Wallace et Gromit (FR)

Wallace et Gromit sont deux personnages créés par Nick Park. Ils ont pris vie dans le court-métrage d’animation en pâte à modeler Une Grande Excursion d’Aardman Animations en 1989, ils ont depuis été les protagonistes de trois autres courts-métrages, un long-métrage et une série TV de dix épisodes.

Wallace est un inventeur, et en tant que tel, il passe ses journées à concevoir des machines et des gadgets censés lui simplifier la vie, aidé de Gromit, son chien intelligent et imperturbable. Ensemble, ils vivent une vie anglaise tout à fait ordinaire, faite de fromage, de thé et d’inventions diverses et variées, allant d’un robot qui part faire les courses tout seul à un système élaboré qui aide Wallace à quitter son lit pour arriver directement sur sa chaise dans la salle à manger, où son petit-déjeuner se prépare simultanément. Les machines sont souvent absurdes et, alors que leur objectif est de rendre les tâches ménagères plus simples, elles sont souvent inutilement complexes : c’est notamment le cas dans l’épisode The Tellyscope (2002) (que je vous recommande de voir avant de continuer votre lecture, il est très court). De plus, comme on peut aisément l’imaginer, les inventions de Wallace deviennent régulièrement folles et déclenchent des situations amusantes et grotesques.

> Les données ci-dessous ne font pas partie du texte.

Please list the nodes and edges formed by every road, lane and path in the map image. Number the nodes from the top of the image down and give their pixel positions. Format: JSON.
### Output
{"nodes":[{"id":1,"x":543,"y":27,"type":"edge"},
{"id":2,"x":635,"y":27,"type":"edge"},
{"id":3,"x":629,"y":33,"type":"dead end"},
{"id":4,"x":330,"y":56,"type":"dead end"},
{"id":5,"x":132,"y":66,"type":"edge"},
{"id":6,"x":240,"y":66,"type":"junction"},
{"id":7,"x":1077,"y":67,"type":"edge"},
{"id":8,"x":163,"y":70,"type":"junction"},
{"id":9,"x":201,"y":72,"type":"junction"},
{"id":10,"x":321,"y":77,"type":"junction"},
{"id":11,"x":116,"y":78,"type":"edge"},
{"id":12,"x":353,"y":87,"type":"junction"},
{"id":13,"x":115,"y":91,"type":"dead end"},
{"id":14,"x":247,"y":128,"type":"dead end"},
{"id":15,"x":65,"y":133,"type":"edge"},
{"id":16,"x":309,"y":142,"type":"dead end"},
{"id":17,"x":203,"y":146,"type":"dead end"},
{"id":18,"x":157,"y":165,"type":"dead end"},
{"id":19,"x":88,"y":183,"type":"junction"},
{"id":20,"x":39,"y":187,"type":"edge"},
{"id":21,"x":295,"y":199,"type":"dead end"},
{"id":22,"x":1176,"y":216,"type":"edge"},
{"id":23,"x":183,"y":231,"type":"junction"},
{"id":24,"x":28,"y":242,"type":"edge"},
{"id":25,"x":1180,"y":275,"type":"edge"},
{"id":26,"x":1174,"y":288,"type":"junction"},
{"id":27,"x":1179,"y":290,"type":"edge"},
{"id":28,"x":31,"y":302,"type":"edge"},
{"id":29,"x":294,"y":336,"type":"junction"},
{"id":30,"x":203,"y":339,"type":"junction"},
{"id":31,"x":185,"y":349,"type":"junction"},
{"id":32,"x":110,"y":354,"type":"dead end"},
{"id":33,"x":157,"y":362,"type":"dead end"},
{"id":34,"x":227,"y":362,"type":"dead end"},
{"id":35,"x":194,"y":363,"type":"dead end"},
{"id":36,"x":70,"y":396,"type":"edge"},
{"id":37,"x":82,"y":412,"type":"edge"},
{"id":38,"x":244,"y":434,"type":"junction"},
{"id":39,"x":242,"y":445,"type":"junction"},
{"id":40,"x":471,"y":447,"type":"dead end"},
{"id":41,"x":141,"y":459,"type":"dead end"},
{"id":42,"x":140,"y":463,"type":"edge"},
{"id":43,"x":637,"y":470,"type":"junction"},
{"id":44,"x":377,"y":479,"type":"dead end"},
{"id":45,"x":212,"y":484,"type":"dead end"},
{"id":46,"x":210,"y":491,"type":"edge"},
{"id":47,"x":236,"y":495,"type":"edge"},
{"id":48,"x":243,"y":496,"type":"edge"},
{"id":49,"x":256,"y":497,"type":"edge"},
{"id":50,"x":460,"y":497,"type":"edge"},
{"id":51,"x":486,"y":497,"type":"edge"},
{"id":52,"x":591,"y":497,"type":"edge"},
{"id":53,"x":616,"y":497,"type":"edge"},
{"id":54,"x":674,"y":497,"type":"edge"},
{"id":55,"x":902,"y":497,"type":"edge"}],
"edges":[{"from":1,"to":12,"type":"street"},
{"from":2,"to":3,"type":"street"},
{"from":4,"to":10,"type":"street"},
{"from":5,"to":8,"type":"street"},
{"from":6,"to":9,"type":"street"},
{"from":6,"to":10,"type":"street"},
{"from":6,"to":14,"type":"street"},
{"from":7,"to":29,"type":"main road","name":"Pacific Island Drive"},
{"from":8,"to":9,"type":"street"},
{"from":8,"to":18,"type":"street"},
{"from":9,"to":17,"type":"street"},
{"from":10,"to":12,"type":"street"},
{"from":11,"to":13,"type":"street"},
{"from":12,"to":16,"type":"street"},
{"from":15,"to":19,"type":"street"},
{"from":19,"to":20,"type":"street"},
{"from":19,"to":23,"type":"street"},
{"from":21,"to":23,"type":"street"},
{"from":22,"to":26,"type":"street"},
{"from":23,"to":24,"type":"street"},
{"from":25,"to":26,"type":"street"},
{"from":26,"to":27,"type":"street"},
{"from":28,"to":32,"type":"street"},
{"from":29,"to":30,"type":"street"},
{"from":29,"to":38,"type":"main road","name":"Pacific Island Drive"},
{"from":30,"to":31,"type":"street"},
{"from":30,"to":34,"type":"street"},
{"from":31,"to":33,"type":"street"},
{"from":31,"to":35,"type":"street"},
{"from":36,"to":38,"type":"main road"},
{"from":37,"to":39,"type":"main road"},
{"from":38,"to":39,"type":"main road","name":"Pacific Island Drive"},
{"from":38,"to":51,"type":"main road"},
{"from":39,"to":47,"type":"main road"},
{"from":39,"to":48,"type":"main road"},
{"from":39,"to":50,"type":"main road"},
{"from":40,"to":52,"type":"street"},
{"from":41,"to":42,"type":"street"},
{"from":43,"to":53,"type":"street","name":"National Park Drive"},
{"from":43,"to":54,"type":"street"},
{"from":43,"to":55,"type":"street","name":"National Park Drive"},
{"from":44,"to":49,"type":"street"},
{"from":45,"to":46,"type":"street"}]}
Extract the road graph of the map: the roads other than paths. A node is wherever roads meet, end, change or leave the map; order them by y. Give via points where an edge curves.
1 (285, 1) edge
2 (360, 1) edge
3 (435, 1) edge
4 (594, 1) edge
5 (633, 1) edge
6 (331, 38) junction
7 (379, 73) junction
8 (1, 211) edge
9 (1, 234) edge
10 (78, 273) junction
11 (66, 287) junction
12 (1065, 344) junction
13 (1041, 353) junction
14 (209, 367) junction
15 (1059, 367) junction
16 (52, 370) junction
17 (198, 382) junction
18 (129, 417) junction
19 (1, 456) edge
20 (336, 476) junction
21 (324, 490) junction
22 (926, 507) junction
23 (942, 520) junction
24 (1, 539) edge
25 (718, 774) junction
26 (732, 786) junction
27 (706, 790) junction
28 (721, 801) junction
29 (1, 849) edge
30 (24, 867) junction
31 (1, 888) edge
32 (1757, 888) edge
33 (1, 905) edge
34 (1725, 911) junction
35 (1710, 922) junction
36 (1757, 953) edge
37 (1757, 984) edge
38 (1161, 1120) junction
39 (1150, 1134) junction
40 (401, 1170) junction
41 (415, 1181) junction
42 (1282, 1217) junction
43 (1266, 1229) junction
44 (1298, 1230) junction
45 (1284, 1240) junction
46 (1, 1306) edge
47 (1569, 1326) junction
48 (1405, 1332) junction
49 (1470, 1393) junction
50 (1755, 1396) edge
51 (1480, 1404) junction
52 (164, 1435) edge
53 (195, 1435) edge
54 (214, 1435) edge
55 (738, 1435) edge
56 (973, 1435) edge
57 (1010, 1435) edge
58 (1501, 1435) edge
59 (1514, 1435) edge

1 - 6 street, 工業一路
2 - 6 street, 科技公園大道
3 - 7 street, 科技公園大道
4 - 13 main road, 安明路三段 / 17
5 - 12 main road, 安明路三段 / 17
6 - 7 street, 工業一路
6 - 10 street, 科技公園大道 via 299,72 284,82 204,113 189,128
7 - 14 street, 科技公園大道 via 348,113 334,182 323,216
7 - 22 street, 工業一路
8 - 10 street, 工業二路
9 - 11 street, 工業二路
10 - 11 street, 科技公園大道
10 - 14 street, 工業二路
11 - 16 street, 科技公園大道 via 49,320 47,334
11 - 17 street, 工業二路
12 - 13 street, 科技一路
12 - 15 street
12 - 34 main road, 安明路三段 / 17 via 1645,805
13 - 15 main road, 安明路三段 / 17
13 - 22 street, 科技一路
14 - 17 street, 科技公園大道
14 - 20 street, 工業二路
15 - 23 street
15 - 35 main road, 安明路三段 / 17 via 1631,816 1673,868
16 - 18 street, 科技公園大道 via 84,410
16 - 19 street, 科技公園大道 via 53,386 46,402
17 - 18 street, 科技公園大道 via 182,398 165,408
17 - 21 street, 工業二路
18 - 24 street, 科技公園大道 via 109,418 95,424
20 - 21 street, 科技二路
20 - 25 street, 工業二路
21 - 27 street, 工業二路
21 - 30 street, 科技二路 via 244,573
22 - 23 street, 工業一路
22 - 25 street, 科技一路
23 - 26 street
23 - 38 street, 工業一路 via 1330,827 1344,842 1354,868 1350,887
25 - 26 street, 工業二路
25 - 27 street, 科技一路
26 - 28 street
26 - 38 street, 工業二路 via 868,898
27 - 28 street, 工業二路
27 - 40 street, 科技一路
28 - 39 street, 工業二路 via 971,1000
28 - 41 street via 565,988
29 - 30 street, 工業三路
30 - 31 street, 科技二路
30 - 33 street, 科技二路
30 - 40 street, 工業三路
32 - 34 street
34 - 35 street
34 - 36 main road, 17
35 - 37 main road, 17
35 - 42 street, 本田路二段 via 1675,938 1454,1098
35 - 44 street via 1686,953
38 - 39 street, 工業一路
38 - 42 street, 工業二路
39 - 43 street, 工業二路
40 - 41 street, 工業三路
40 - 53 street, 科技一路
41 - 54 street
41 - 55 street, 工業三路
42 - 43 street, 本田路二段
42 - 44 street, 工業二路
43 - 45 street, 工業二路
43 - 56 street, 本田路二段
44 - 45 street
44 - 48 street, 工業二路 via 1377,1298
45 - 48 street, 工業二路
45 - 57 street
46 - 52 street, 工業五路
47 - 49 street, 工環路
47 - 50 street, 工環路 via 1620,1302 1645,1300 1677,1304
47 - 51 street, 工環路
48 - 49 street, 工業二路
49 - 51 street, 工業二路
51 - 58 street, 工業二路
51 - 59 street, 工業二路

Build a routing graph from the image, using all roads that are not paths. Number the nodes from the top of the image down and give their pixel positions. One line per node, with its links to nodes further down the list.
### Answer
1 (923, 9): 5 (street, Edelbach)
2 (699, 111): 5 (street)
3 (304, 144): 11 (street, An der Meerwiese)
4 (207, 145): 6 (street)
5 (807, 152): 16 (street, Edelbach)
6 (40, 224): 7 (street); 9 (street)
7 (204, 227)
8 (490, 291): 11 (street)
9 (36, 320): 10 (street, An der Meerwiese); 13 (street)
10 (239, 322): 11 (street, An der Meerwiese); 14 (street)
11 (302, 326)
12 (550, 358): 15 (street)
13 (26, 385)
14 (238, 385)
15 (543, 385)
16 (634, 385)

Il y a toujours cette ambivalence dans la technologie montrée dans Wallace et Gromit : les robots et les gadgets sont construits pour servir leurs créateurs, et pourtant ils finissent tôt ou tard par mal fonctionner et par mettre les personnages en danger ; mais au final, ceux-ci parviennent à sauver la situation en utilisant soit la même technologie, soit une autre invention de leur cru. Ceci n’est bien sûr pas un formule stricte, qu’Aardman appliquerait à tous les épisodes de Wallace et Gromit, mais les deux visions de la machine comme danger et comme aide sont récurrentes dans la série, l’une accompagnant souvent l’autre, et sans qu’aucune ne l’emporte sur l’autre. Dans Rasé de Près (1995), la même invention - le Wallace’s Knit-O-Matic - est présentée au début du film comme une création merveilleuse, mais elle est détournée par le méchant de l’histoire (que je ne dévoilerai pas ici, mais il a lui-même un rapport avec le thème de la technologie) et devient une menace pour les protagonistes ; après une série d’événements, cependant, les héros parviennent finallement à reprendre les choses en main et utilisent le Knit-O-Matic pour battre le méchant à son propre jeu. Wallace et Gromit, à travers leurs aventures, transmettent un message nuancé : la technologie peut faire le bien, mais elle doit être utilisée avec précaution.

Mais avant d’être une série avec une morale à propos du progrès, Wallace et Gromit parle de la joie de bricoler des trucs et des machins en tout genre. La série raconte l’histoire d’un homme et de son chien qui passent leur vie à enchaîner les emplois (de la boulangerie à la protection des potagers, en passant par le lavage de vitres), mais qui ont toujours des outils et des machines étranges qui rendent leurs tâches pas forcément plus simples, mais bien plus amusantes. Ils débutent même leur carrière en partant en voyage sur la Lune, uniquement parce qu’ils cherchaient un endroit pour partir en vacances où ils trouveraient du fromage (et tout le monde sait que la Lune est faite de fromage) ! J’avais brièvement mentionné Roald Dahl quand j’avais écrit ma critique de Shaun le Mouton. Willy Wonka, le chocolatier de Charlie et la Chocolaterie, possède une cascade qui lui sert à mélanger son chocolat, et même s’il s’agit d’une méthode très contraignante (vous-mêmes n’avez pas toujours votre cascade de chocolat à portée de main, si ?), il dit qu’elle est très importante pour donner la texture et le goût de ses produits ; Wallace appartient à la même catégorie de personnes, avec sa fusée construite pour aller chercher du fromage sur la Lune et sa machine à fabriquer des cartes de vœux.

Je n’ai découvert Wallace et Gromit qu’il y a quelques jours ; pourtant, j’ai presque l’impression de les connaître comme s’ils étaient de vieux amis. Il y a une familiarité chez eux, qui les rend plaisants à rencontrer, et très agréables à regarder encore et encore.